Bryce Harper potentially facing four-man outfields this season is already igniting debate among old-school baseball fans
Toronto Blue Jays v Philadelphia Phillies
CLEARWATER, FLORIDA - MARCH 09: Bryce Harper #3 of the Philadelphia Phillies is congratulated after coming out of the game in the third inning during a game against the Toronto Blue Jays on March 09, 2019 in Clearwater, Florida. (Photo by Mike Ehrmann/Getty Images)
Bryce Harper signing the most lucrative contract in sports history with the Philadelphia Phillies was the biggest storyline of the MLB offseason. Now with spring training underway and Harper seeing his first action, we're starting the way teams will defend Harper is already becoming a huge topic, with it potentially having a massive effect on the conversation in baseball.
In a Saturday game against the Toronto Blue Jays, four outfielders lined up in the outfield against Harper in one of the most unusual shifts you'll ever see in a baseball game. Not only was there an extra outfielder, but the remaining infield set up between first and second base—leaving the entire left side of the infield completely open.
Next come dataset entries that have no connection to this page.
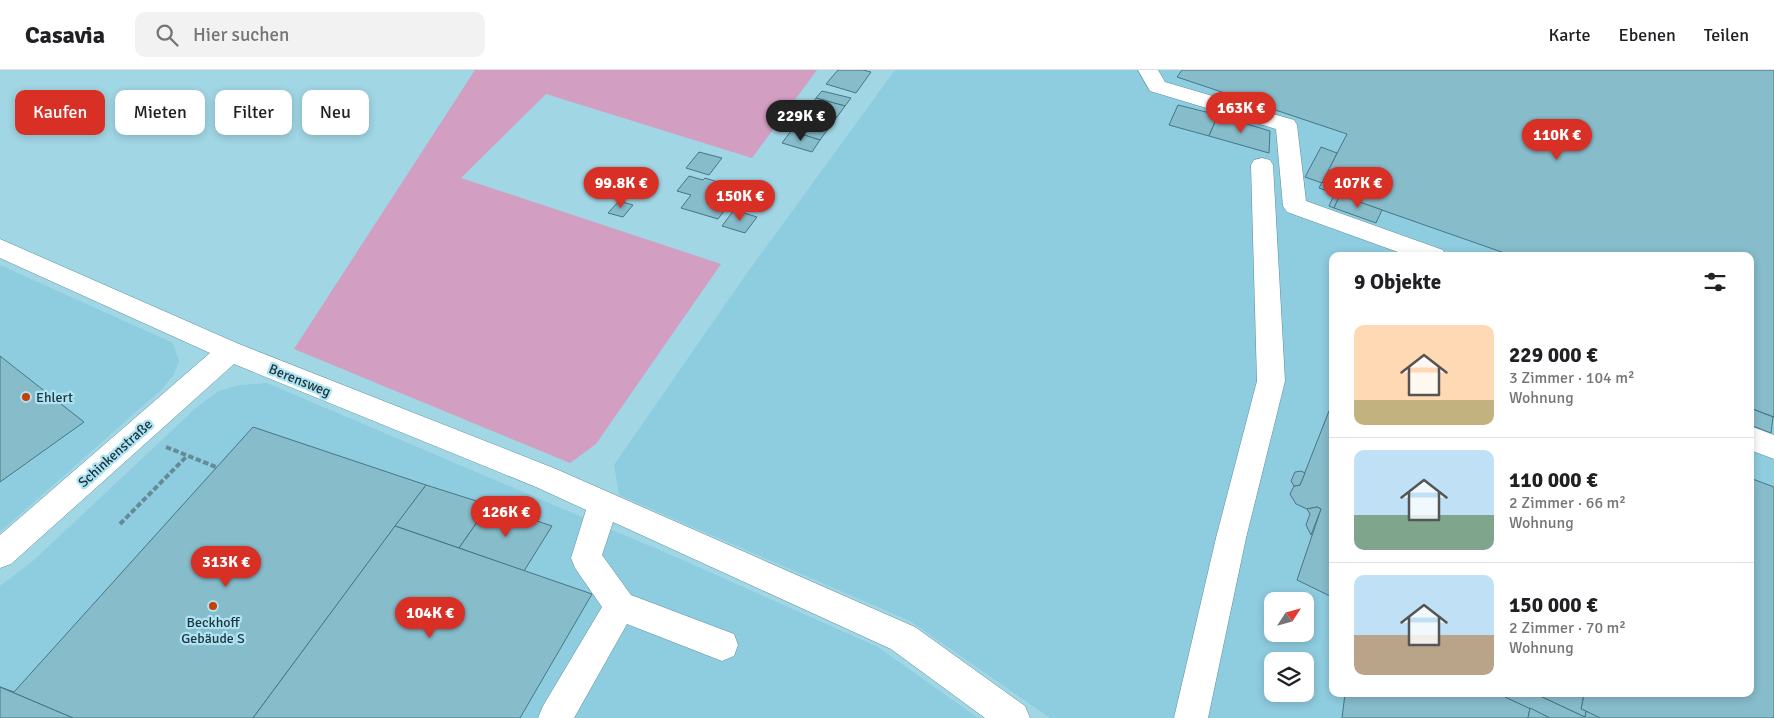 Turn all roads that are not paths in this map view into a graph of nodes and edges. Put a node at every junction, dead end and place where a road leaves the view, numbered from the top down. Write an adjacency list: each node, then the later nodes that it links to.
1 (1148, 70): 4 (street)
2 (1262, 165): 14 (street)
3 (0, 248): 5 (street, Berensweg)
4 (1423, 252)
5 (230, 351): 8 (street, Berensweg); 9 (street, Schinkenstraße)
6 (1754, 439): 7 (street)
7 (1774, 446)
8 (603, 505): 10 (street); 13 (street, Berensweg)
9 (0, 554)
10 (620, 606): 11 (street); 12 (street)
11 (722, 645)
12 (555, 718)
13 (1013, 718)
14 (1191, 718)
Larry Bowa, who has been around baseball going on five decades, told Philly.com it was something he had never seen before. And though it might've been an experimental strategy by the Blue Jays in an exhibition setting, it has already sparked conversation among pundits and baseball fans about whether or not "it's right" to deploy this sort of defensive strategy.
Baseball fans are interesting birds at two extremes; you're either in the old-school, "get rid of the designated hitter" camp, or you can be so firmly in the Moneyball, sabermetrics world that you live and die for the stats. Both these worlds will collide if teams continue to use the four outfielder defense against Harper this year. Here's a bit of the early chatter—and this is before we have the predictable sports talk shows debate this ad nausea on a slow news day.
According to the Philly.com piece, teams used four outfielders 65 times in 2018—and batters hit .186 in those at-bats. That sounds like a successful strategy. And for teams trying to keep Harper in check, they might just try anything—even at the risk of sacrificing the support of the old-school, hardo baseball fan.